Der Berliner Mietdeckel: So sieht´s jetzt aus!
Der Berliner Mietdeckel (siehe auch frühere Blogbeiträge) trat am 23. Februar 2020 in Kraft. Beschlossen wurde das Gesetz vom Berliner Senat mit den Stimmen von SPD, Grünen und der Linken am 18. Juni 2019.
Kurz zur Erinnerung: Zu diesem Stichtag wurden in Berlin die Mieten eingefroren. Auch bei Abschluss eines neuen Mietvertrages darf die Miete nicht höher liegen als der Betrag, den der Vormieter am 18. Juni 2019 gezahlt hat. Außerdem wurden Höchstwerte festgelegt, die je nach Baujahr und Ausstattung zwischen 3,92 €/m2 und 9,80 €/m2 liegen.
Modernisierungen, die in Berlin von der Immobilienwirtschaft gerne genutzt wurden, um durch drastische Erhöhung der Mieten Objekte zu entmieten, dürfen nur noch Maßnahmen zur Energieeinsparung und zur Barrierenbeseitigung dienen und die Nettomiete um höchstens 1€/m2 erhöhen. Neubauten ab 2014 fallen nicht unter den Mietdeckel.
Ein großes Aufheulen der Immobilienwirtschaft, der Betongoldheuschrecken war die Folge: Enteignung von Eigentum, Verhinderung von Neubau, zu gering zur Erhaltung, DDR-Zustände mit verfallenden Häusern etc.
Wirklich sind die Investitionen in Neubau 2019 gesunken, aber das war zum Großteil nur eine vorübergehende „Drohreaktion“. Im Jahr 2020 stiegen diese Investitionen um en Vielfaches an. Erst durch den lock down der Pandemie gab es wieder ein kleines Minus.

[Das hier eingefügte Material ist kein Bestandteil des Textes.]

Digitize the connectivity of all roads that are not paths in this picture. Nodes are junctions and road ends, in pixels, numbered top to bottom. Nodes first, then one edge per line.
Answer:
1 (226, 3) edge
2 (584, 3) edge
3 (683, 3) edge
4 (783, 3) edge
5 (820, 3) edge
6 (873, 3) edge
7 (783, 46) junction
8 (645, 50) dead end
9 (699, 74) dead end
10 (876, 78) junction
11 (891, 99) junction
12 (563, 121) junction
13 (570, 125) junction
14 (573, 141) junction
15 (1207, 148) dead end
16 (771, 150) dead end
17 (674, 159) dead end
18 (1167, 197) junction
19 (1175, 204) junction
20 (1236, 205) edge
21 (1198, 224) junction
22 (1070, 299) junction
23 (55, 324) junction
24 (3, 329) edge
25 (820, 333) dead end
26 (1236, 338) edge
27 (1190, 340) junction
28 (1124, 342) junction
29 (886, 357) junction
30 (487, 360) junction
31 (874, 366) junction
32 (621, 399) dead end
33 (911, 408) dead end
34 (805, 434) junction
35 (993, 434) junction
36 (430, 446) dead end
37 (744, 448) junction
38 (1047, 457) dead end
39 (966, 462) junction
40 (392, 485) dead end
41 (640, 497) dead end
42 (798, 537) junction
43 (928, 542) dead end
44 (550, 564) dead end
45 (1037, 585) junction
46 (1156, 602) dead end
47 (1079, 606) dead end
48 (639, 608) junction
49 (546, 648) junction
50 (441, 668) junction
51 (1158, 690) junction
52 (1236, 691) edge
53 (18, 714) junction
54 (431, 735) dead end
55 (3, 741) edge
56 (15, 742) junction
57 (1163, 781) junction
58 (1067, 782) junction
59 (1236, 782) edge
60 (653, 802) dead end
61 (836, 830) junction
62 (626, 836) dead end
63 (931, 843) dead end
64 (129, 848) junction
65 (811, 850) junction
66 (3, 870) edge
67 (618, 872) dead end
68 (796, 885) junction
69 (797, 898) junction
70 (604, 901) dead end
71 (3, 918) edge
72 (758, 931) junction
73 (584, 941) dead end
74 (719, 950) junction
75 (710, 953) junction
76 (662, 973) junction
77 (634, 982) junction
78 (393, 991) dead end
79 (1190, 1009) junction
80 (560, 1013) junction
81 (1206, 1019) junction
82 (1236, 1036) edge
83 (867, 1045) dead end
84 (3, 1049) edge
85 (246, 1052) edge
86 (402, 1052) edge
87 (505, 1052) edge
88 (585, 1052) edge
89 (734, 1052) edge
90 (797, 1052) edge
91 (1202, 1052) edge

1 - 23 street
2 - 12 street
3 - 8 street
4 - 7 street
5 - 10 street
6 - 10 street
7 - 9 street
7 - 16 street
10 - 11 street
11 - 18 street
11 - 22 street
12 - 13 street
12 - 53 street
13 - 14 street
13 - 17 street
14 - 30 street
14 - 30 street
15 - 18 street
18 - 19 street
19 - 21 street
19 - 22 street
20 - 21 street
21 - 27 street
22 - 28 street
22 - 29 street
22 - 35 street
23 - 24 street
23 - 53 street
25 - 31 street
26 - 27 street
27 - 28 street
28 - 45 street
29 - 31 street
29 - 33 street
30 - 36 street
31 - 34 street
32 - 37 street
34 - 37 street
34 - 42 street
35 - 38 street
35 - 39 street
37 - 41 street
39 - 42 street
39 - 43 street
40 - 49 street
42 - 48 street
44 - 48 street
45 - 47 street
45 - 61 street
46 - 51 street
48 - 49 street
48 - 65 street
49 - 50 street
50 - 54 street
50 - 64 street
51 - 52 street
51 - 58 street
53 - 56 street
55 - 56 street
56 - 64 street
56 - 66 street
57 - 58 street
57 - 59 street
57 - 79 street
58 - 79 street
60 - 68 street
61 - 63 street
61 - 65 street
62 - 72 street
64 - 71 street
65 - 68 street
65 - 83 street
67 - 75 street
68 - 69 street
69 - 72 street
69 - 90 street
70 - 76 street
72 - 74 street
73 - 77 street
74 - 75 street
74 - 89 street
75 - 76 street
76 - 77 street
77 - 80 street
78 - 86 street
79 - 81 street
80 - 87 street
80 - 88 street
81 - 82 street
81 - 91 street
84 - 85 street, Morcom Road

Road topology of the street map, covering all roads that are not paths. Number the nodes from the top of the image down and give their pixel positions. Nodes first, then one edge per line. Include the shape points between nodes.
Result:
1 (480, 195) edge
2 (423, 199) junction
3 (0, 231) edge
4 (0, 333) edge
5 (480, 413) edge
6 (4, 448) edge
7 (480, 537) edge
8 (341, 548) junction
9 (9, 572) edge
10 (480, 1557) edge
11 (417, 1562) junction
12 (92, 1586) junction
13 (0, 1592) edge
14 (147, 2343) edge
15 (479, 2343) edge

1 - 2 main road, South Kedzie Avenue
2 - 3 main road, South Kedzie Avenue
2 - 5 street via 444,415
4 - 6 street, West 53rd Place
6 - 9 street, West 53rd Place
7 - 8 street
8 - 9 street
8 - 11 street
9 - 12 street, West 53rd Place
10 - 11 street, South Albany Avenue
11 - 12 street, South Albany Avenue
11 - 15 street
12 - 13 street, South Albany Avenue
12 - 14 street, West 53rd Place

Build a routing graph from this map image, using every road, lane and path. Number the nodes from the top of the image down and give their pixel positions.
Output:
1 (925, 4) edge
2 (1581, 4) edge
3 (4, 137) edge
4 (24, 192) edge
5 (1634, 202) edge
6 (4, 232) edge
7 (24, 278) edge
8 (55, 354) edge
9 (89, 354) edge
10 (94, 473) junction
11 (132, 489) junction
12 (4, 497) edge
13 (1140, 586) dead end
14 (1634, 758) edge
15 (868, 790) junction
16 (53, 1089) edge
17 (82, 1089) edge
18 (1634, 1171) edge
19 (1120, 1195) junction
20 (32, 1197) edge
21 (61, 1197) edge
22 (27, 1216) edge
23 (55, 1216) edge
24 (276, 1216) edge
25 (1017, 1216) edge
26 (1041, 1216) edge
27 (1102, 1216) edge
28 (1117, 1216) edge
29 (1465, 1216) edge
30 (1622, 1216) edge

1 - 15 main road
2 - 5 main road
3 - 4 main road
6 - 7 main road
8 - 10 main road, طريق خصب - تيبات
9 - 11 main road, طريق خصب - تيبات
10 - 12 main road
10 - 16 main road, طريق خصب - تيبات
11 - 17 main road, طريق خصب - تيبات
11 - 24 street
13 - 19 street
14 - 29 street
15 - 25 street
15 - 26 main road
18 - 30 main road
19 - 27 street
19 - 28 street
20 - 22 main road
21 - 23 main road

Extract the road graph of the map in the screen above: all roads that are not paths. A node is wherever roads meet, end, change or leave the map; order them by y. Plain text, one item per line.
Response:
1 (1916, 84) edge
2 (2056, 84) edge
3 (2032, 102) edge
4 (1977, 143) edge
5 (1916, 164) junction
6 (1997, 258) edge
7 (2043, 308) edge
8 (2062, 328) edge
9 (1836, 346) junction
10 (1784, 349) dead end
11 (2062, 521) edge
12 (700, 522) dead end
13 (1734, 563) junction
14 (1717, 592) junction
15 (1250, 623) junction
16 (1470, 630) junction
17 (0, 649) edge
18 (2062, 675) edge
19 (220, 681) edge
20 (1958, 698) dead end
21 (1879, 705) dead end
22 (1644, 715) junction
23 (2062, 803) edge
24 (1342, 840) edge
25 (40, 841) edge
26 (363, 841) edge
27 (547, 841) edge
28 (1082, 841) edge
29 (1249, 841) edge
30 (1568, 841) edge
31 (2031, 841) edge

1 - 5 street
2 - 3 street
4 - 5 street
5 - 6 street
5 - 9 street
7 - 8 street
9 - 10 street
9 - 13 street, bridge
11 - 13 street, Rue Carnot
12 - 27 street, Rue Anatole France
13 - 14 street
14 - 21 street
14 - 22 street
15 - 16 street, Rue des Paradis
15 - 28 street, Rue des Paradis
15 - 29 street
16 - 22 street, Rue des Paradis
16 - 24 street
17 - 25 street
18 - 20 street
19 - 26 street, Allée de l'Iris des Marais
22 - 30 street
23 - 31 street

Anders als bei uns in Wien, ist in Berlin der Gemeinwohl-orientierte Sektor (kommunale und gemeinnützige Wohnungsunternehmungen sowie Genossenschaften) klein, da ein früherer, CDU geführter Stadtrat, eine große Privatisierung (Verkauf vom kommunalen Wohnungsbestand) durchgeführt hat. Der Glaube an die unsichtbare Hand des Marktes, aber auch die Bedienung der eigenen Klientel. Kommt uns doch bekannt vor.
Die Entwicklung der letzten Jahrzehnte, Verteuerung von Grund und Boden, kein kommunaler Neubau mehr, hat die Situation wesentlich verschlimmert. Erst seit 2014/15 und vor allem seit Rot-Rot-Grün wird wieder kommunal gebaut. In Innsbruck, Graz und Salzburg dürfte die Situation der Berliner Wohnungsnot mehr gleichen.
Trotzdem waren die Unionsgeführten Regierungen im Bund zu keiner Regulierung bereit, nicht einmal bei der spekulativen und Spitzenrentierte orientierten Immobilienwirtschaft.
Natürlich hat letztere den Mietdeckel massiv angegriffen. Gerne unterstützt mit von der CDU und den Wirtschaftsliberalen (FDP und Teile der SPD!). Ziel war für Unsicherheit und Unruhe bei zukünftigen MieterInnen.
Bundestagsabgeordnete von CDU und FDP haben gegen dieses Gesetz geklagt. Es wird erwartet, dass der Bundesverfassungsgerichtshof im zweiten Quartal 2021 sein Urteil spricht. Die Berliner Koalition ist trotz allem zuversichtlich, dass das Gesetz hält.
Aber es ist juristisches Neuland. Alle gehen auf Nummer sicher, auch der Berliner Senat rät dazu, die eingesparten Mietbeträge zur Seite zu legen. Schattenmieten und Sonderklauseln sind in den neuen Mietverträgen reichlich vertreten (siehe auch: https://www.berliner-mieterverein.de/maagazin/online/mm0820/umgehung-des-mietendeckels-durch-schattenmieten-und-andere-hntertueren-0820022.htm) Aber der größte Teil der VermieterInnen hält sich daran. Es bleibt also noch die Lage etwas angespannt.
Dass in Berlin und wohl auch in vielen anderen Städten ein echter Notfall und keinerlei „Eigentum verpflichtet auch gesellschaftlich“ mehr herrscht, ist fast unbestritten.
Ob eine Stadtregierung hier die Notbremse ziehen kann, wird sich zeigen. In Österreich ist das Mietrecht Bundesrecht. Eine Änderung, wie die schon länger erhobene Forderung der Grünen Österreichs, die willkürlich gezogene Jahresgrenze 1945 (bis dahin greift die Altbauregelung) adäquat anzuheben, wird erst bei einer progressiven, nicht ÖVP/türkis geführten, Regierung benötigen.